[Dataset entries]
=== Begin Enclosure ===

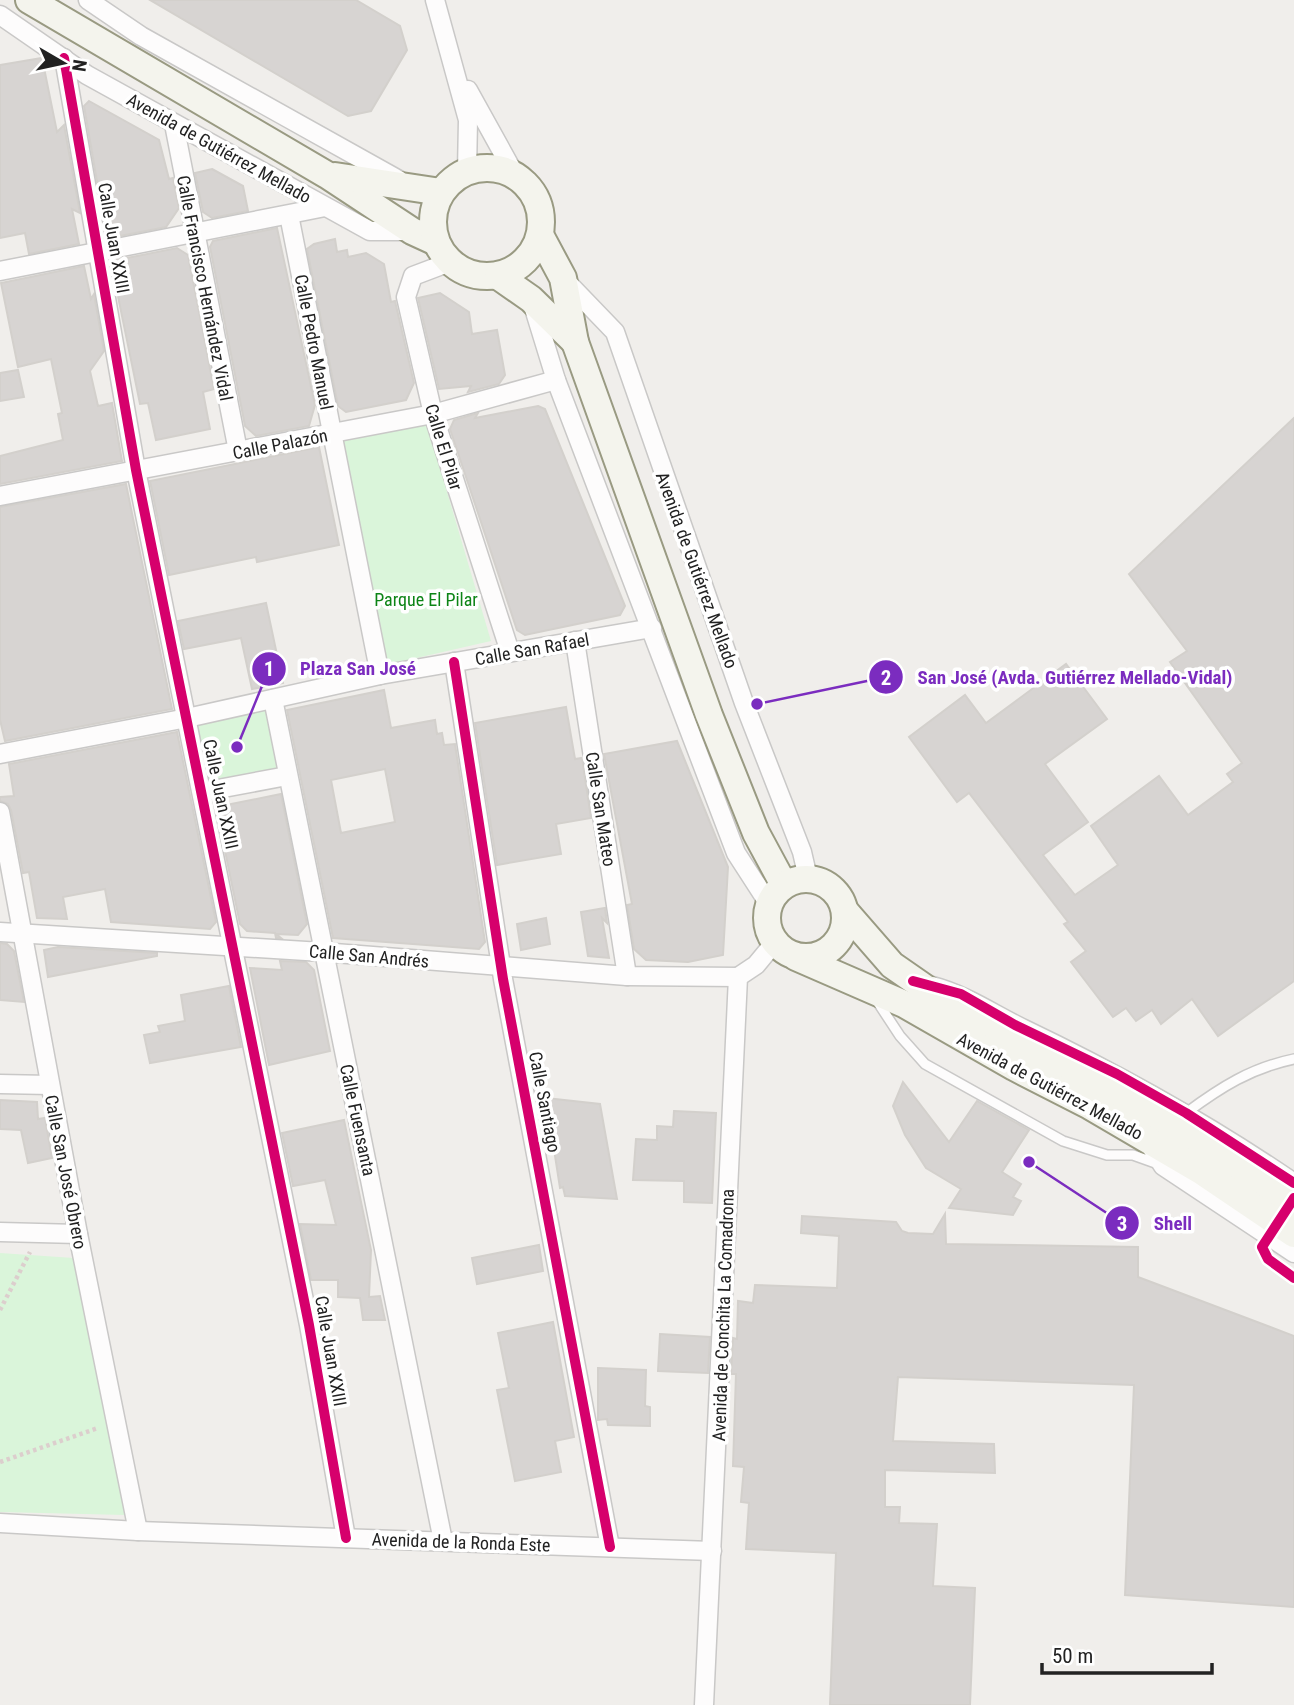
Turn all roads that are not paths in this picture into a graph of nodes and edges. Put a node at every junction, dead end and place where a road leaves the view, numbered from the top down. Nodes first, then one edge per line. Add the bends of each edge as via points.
1 (29, 0) edge
2 (88, 0) edge
3 (435, 0) edge
4 (0, 15) edge
5 (64, 58) junction
6 (454, 65) junction
7 (174, 124) junction
8 (467, 171) junction
9 (327, 175) junction
10 (515, 175) junction
11 (408, 186) junction
12 (441, 192) junction
13 (325, 206) junction
14 (289, 215) junction
15 (193, 233) junction
16 (540, 235) junction
17 (432, 245) junction
18 (98, 252) junction
19 (0, 271) edge
20 (498, 276) junction
21 (563, 278) junction
22 (531, 299) junction
23 (575, 342) junction
24 (556, 380) junction
25 (433, 414) junction
26 (332, 434) junction
27 (238, 452) junction
28 (136, 471) junction
29 (0, 496) edge
30 (652, 628) junction
31 (575, 642) junction
32 (510, 653) junction
33 (454, 662) junction
34 (380, 675) junction
35 (272, 699) junction
36 (187, 718) junction
37 (0, 754) edge
38 (287, 776) junction
39 (202, 792) junction
40 (0, 812) edge
41 (787, 889) junction
42 (845, 911) junction
43 (0, 932) edge
44 (22, 933) junction
45 (234, 947) junction
46 (785, 949) junction
47 (322, 952) junction
48 (501, 967) junction
49 (627, 976) junction
50 (738, 977) junction
51 (913, 981) junction
52 (869, 988) junction
53 (1294, 1059) edge
54 (0, 1083) edge
55 (50, 1086) junction
56 (1186, 1113) junction
57 (1144, 1136) junction
58 (1163, 1166) junction
59 (1294, 1182) edge
60 (1294, 1207) edge
61 (0, 1232) edge
62 (78, 1234) junction
63 (1294, 1234) edge
64 (1294, 1253) edge
65 (0, 1522) edge
66 (138, 1531) junction
67 (346, 1538) junction
68 (443, 1541) junction
69 (610, 1547) junction
70 (712, 1550) junction
71 (704, 1705) edge

1 - 9 main road, Avenida de Gutiérrez Mellado
2 - 11 street, Avenida de Gutiérrez Mellado via 141,36
3 - 6 street
4 - 5 street, Avenida de Gutiérrez Mellado
5 - 7 street, Avenida de Gutiérrez Mellado
5 - 18 street, Calle Juan XXIII
6 - 8 street via 468,120
6 - 10 street
7 - 13 street, Avenida de Gutiérrez Mellado
7 - 15 street, Calle Francisco Hernández Vidal
8 - 10 main road via 499,169
8 - 12 main road
9 - 11 main road, Avenida de Gutiérrez Mellado
9 - 17 main road, Avenida de Gutiérrez Mellado
10 - 16 main road via 534,195
11 - 12 main road, Avenida de Gutiérrez Mellado
12 - 17 main road via 433,216
13 - 14 street
13 - 17 street, Avenida de Gutiérrez Mellado via 370,231
14 - 15 street
14 - 26 street, Calle Pedro Manuel
15 - 18 street
15 - 27 street, Calle Francisco Hernández Vidal
16 - 20 main road via 518,267
16 - 21 main road
17 - 20 main road via 472,275
17 - 25 street, Calle El Pilar via 406,298
18 - 19 street
18 - 28 street, Calle Juan XXIII
20 - 22 main road
21 - 23 main road
21 - 41 street, Avenida de Gutiérrez Mellado via 615,332 744,703 802,852
22 - 23 main road
22 - 24 street
23 - 41 main road via 709,715 756,833
24 - 25 street, Calle Palazón
24 - 30 street
25 - 26 street, Calle Palazón
25 - 32 street, Calle El Pilar
26 - 27 street, Calle Palazón
26 - 34 street, Calle Pedro Manuel
27 - 28 street, Calle Palazón
28 - 29 street, Calle Palazón
28 - 36 street, Calle Juan XXIII
30 - 31 street, Calle San Rafael
30 - 41 street via 736,853
31 - 32 street, Calle San Rafael
31 - 49 street, Calle San Mateo
32 - 33 street, Calle San Rafael
33 - 34 street, Calle San Rafael
33 - 48 street, Calle Santiago
34 - 35 street, Calle San Rafael
35 - 36 street, Calle San Rafael
35 - 38 street, Calle Fuensanta
36 - 37 street, Calle San Rafael
36 - 39 street, Calle Juan XXIII
38 - 39 street
38 - 47 street, Calle Fuensanta
39 - 45 street, Calle Juan XXIII
40 - 44 street, Calle San José Obrero
41 - 42 main road via 832,888
41 - 46 main road via 768,930
42 - 46 main road via 845,924 833,947 810,957
42 - 51 main road, Avenida de Gutiérrez Mellado via 892,965
43 - 44 street, Calle San Andrés
44 - 45 street, Calle San Andrés
44 - 55 street, Calle San José Obrero
45 - 47 street, Calle San Andrés
45 - 67 street, Calle Juan XXIII
46 - 50 street
46 - 52 main road, Avenida de Gutiérrez Mellado
47 - 48 street, Calle San Andrés
47 - 68 street, Calle Fuensanta
48 - 49 street, Calle San Andrés
48 - 69 street, Calle Santiago
49 - 50 street, Calle San Andrés
50 - 70 street, Avenida de Conchita La Comadrona
51 - 56 street via 961,994
51 - 60 main road, Avenida de Gutiérrez Mellado via 964,1015 1156,1117
52 - 57 main road, Avenida de Gutiérrez Mellado
52 - 58 lane via 900,1036 925,1064 1063,1141
53 - 56 lane via 1263,1065 1227,1082
54 - 55 street
55 - 62 street, Calle San José Obrero
56 - 59 street
57 - 58 street
57 - 63 main road, Avenida de Gutiérrez Mellado
58 - 64 street
61 - 62 street
62 - 66 street, Calle San José Obrero
65 - 66 street, Avenida de la Ronda Este
66 - 67 street, Avenida de la Ronda Este
67 - 68 street, Avenida de la Ronda Este
68 - 69 street, Avenida de la Ronda Este
69 - 70 street, Avenida de la Ronda Este
70 - 71 street, Avenida de Conchita La Comadrona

=== End Enclosure ===

Check each line of the entries for the string "Hernández". Copy the lines that have it.

• [Answer area]:
7 - 15 street, Calle Francisco Hernández Vidal
15 - 27 street, Calle Francisco Hernández Vidal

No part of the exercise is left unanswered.